*Directions*. If a line appears in the data below, it must appear in your answer exactly as given.

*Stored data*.
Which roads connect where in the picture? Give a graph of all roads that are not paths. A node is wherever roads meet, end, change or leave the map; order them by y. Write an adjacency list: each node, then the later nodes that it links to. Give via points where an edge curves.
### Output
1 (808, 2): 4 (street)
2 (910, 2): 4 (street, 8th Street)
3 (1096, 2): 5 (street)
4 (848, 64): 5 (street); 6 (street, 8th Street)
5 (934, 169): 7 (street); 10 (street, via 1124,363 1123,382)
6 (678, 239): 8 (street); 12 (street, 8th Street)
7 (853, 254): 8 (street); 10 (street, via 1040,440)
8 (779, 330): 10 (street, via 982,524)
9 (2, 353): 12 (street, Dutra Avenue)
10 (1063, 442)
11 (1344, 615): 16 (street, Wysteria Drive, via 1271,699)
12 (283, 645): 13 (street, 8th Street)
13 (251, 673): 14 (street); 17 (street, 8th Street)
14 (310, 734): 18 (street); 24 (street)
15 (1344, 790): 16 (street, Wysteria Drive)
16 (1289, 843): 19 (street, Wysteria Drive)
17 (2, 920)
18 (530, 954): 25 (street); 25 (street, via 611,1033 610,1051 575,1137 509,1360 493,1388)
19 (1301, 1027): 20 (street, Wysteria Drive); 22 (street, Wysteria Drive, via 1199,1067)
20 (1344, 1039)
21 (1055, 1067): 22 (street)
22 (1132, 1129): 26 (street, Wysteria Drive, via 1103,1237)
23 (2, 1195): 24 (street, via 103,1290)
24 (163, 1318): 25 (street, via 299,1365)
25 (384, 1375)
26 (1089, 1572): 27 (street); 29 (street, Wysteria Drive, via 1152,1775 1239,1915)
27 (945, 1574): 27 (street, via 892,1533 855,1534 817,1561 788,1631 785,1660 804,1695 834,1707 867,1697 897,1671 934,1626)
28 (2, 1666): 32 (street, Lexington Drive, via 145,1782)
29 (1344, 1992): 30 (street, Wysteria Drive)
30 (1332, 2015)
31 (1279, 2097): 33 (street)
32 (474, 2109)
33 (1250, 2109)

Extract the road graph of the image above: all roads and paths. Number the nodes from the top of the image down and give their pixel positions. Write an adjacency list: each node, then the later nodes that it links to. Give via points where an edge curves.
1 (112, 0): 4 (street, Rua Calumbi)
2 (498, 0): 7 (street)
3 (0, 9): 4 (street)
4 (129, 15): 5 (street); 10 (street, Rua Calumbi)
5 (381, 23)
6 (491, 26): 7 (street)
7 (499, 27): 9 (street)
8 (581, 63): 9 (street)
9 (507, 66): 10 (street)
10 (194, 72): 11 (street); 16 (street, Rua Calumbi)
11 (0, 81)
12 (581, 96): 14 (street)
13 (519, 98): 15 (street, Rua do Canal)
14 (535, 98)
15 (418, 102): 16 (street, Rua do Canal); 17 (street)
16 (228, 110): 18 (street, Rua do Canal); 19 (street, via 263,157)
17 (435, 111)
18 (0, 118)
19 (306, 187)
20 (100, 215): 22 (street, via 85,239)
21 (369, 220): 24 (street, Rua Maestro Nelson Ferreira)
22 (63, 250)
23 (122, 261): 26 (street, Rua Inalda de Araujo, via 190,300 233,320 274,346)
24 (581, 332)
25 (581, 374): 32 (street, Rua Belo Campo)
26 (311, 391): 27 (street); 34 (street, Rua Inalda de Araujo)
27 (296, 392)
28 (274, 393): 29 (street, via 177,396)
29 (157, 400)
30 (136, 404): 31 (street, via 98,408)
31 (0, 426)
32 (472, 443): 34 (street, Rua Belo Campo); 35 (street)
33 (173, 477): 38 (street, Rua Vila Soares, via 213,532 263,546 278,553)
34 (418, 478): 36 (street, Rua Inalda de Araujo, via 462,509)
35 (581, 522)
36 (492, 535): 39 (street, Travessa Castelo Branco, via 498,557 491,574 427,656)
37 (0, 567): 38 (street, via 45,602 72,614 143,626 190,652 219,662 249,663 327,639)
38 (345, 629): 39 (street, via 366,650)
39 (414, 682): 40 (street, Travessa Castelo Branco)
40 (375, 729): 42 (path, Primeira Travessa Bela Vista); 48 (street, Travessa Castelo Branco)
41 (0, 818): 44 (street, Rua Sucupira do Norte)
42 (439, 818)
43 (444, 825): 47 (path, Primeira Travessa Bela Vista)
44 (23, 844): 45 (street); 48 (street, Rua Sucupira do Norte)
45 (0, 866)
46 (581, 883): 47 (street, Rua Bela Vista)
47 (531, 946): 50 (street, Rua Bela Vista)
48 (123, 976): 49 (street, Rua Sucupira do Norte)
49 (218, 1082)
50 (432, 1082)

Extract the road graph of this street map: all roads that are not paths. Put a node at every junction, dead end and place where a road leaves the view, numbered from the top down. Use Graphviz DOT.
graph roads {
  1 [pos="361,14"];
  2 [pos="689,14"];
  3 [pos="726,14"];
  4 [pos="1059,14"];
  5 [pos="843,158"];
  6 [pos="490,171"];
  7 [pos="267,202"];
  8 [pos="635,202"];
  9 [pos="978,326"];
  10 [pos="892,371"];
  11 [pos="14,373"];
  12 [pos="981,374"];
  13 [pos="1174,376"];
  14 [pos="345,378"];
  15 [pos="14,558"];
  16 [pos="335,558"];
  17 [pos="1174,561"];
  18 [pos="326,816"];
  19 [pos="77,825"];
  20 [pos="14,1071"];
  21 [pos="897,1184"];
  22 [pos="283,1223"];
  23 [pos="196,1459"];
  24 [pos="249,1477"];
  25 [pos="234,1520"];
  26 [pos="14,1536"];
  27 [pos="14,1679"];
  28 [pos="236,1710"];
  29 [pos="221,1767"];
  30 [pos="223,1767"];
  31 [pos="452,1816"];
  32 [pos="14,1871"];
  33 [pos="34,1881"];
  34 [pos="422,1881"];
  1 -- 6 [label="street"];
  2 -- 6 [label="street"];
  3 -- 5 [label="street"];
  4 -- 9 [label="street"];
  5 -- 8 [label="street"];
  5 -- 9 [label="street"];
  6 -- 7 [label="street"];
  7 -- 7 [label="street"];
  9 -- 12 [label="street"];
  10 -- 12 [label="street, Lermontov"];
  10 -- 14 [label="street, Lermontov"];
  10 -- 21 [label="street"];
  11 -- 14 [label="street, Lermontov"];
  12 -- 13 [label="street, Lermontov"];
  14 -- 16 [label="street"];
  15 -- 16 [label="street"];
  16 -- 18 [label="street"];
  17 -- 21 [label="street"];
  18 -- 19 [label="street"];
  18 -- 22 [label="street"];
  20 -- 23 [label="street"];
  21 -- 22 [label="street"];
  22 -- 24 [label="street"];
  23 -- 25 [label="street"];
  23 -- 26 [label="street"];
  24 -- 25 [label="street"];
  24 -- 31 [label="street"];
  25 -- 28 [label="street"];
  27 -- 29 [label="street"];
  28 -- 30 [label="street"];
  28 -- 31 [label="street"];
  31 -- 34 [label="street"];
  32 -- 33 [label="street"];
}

*Written solution*.
Which roads connect where in the picture? Give a graph of all roads that are not paths. A node is wherever roads meet, end, change or leave the map; order them by y. Write an adjacency list: each node, then the later nodes that it links to. Give via points where an edge curves.
### Output
1 (808, 2): 4 (street)
2 (910, 2): 4 (street, 8th Street)
3 (1096, 2): 5 (street)
4 (848, 64): 5 (street); 6 (street, 8th Street)
5 (934, 169): 7 (street); 10 (street, via 1124,363 1123,382)
6 (678, 239): 8 (street); 12 (street, 8th Street)
7 (853, 254): 8 (street); 10 (street, via 1040,440)
8 (779, 330): 10 (street, via 982,524)
9 (2, 353): 12 (street, Dutra Avenue)
10 (1063, 442)
11 (1344, 615): 16 (street, Wysteria Drive, via 1271,699)
12 (283, 645): 13 (street, 8th Street)
13 (251, 673): 14 (street); 17 (street, 8th Street)
14 (310, 734): 18 (street); 24 (street)
15 (1344, 790): 16 (street, Wysteria Drive)
16 (1289, 843): 19 (street, Wysteria Drive)
17 (2, 920)
18 (530, 954): 25 (street); 25 (street, via 611,1033 610,1051 575,1137 509,1360 493,1388)
19 (1301, 1027): 20 (street, Wysteria Drive); 22 (street, Wysteria Drive, via 1199,1067)
20 (1344, 1039)
21 (1055, 1067): 22 (street)
22 (1132, 1129): 26 (street, Wysteria Drive, via 1103,1237)
23 (2, 1195): 24 (street, via 103,1290)
24 (163, 1318): 25 (street, via 299,1365)
25 (384, 1375)
26 (1089, 1572): 27 (street); 29 (street, Wysteria Drive, via 1152,1775 1239,1915)
27 (945, 1574): 27 (street, via 892,1533 855,1534 817,1561 788,1631 785,1660 804,1695 834,1707 867,1697 897,1671 934,1626)
28 (2, 1666): 32 (street, Lexington Drive, via 145,1782)
29 (1344, 1992): 30 (street, Wysteria Drive)
30 (1332, 2015)
31 (1279, 2097): 33 (street)
32 (474, 2109)
33 (1250, 2109)

Extract the road graph of the image above: all roads and paths. Number the nodes from the top of the image down and give their pixel positions. Write an adjacency list: each node, then the later nodes that it links to. Give via points where an edge curves.
1 (112, 0): 4 (street, Rua Calumbi)
2 (498, 0): 7 (street)
3 (0, 9): 4 (street)
4 (129, 15): 5 (street); 10 (street, Rua Calumbi)
5 (381, 23)
6 (491, 26): 7 (street)
7 (499, 27): 9 (street)
8 (581, 63): 9 (street)
9 (507, 66): 10 (street)
10 (194, 72): 11 (street); 16 (street, Rua Calumbi)
11 (0, 81)
12 (581, 96): 14 (street)
13 (519, 98): 15 (street, Rua do Canal)
14 (535, 98)
15 (418, 102): 16 (street, Rua do Canal); 17 (street)
16 (228, 110): 18 (street, Rua do Canal); 19 (street, via 263,157)
17 (435, 111)
18 (0, 118)
19 (306, 187)
20 (100, 215): 22 (street, via 85,239)
21 (369, 220): 24 (street, Rua Maestro Nelson Ferreira)
22 (63, 250)
23 (122, 261): 26 (street, Rua Inalda de Araujo, via 190,300 233,320 274,346)
24 (581, 332)
25 (581, 374): 32 (street, Rua Belo Campo)
26 (311, 391): 27 (street); 34 (street, Rua Inalda de Araujo)
27 (296, 392)
28 (274, 393): 29 (street, via 177,396)
29 (157, 400)
30 (136, 404): 31 (street, via 98,408)
31 (0, 426)
32 (472, 443): 34 (street, Rua Belo Campo); 35 (street)
33 (173, 477): 38 (street, Rua Vila Soares, via 213,532 263,546 278,553)
34 (418, 478): 36 (street, Rua Inalda de Araujo, via 462,509)
35 (581, 522)
36 (492, 535): 39 (street, Travessa Castelo Branco, via 498,557 491,574 427,656)
37 (0, 567): 38 (street, via 45,602 72,614 143,626 190,652 219,662 249,663 327,639)
38 (345, 629): 39 (street, via 366,650)
39 (414, 682): 40 (street, Travessa Castelo Branco)
40 (375, 729): 42 (path, Primeira Travessa Bela Vista); 48 (street, Travessa Castelo Branco)
41 (0, 818): 44 (street, Rua Sucupira do Norte)
42 (439, 818)
43 (444, 825): 47 (path, Primeira Travessa Bela Vista)
44 (23, 844): 45 (street); 48 (street, Rua Sucupira do Norte)
45 (0, 866)
46 (581, 883): 47 (street, Rua Bela Vista)
47 (531, 946): 50 (street, Rua Bela Vista)
48 (123, 976): 49 (street, Rua Sucupira do Norte)
49 (218, 1082)
50 (432, 1082)

Extract the road graph of this street map: all roads that are not paths. Put a node at every junction, dead end and place where a road leaves the view, numbered from the top down. Use Graphviz DOT.
graph roads {
  1 [pos="361,14"];
  2 [pos="689,14"];
  3 [pos="726,14"];
  4 [pos="1059,14"];
  5 [pos="843,158"];
  6 [pos="490,171"];
  7 [pos="267,202"];
  8 [pos="635,202"];
  9 [pos="978,326"];
  10 [pos="892,371"];
  11 [pos="14,373"];
  12 [pos="981,374"];
  13 [pos="1174,376"];
  14 [pos="345,378"];
  15 [pos="14,558"];
  16 [pos="335,558"];
  17 [pos="1174,561"];
  18 [pos="326,816"];
  19 [pos="77,825"];
  20 [pos="14,1071"];
  21 [pos="897,1184"];
  22 [pos="283,1223"];
  23 [pos="196,1459"];
  24 [pos="249,1477"];
  25 [pos="234,1520"];
  26 [pos="14,1536"];
  27 [pos="14,1679"];
  28 [pos="236,1710"];
  29 [pos="221,1767"];
  30 [pos="223,1767"];
  31 [pos="452,1816"];
  32 [pos="14,1871"];
  33 [pos="34,1881"];
  34 [pos="422,1881"];
  1 -- 6 [label="street"];
  2 -- 6 [label="street"];
  3 -- 5 [label="street"];
  4 -- 9 [label="street"];
  5 -- 8 [label="street"];
  5 -- 9 [label="street"];
  6 -- 7 [label="street"];
  7 -- 7 [label="street"];
  9 -- 12 [label="street"];
  10 -- 12 [label="street, Lermontov"];
  10 -- 14 [label="street, Lermontov"];
  10 -- 21 [label="street"];
  11 -- 14 [label="street, Lermontov"];
  12 -- 13 [label="street, Lermontov"];
  14 -- 16 [label="street"];
  15 -- 16 [label="street"];
  16 -- 18 [label="street"];
  17 -- 21 [label="street"];
  18 -- 19 [label="street"];
  18 -- 22 [label="street"];
  20 -- 23 [label="street"];
  21 -- 22 [label="street"];
  22 -- 24 [label="street"];
  23 -- 25 [label="street"];
  23 -- 26 [label="street"];
  24 -- 25 [label="street"];
  24 -- 31 [label="street"];
  25 -- 28 [label="street"];
  27 -- 29 [label="street"];
  28 -- 30 [label="street"];
  28 -- 31 [label="street"];
  31 -- 34 [label="street"];
  32 -- 33 [label="street"];
}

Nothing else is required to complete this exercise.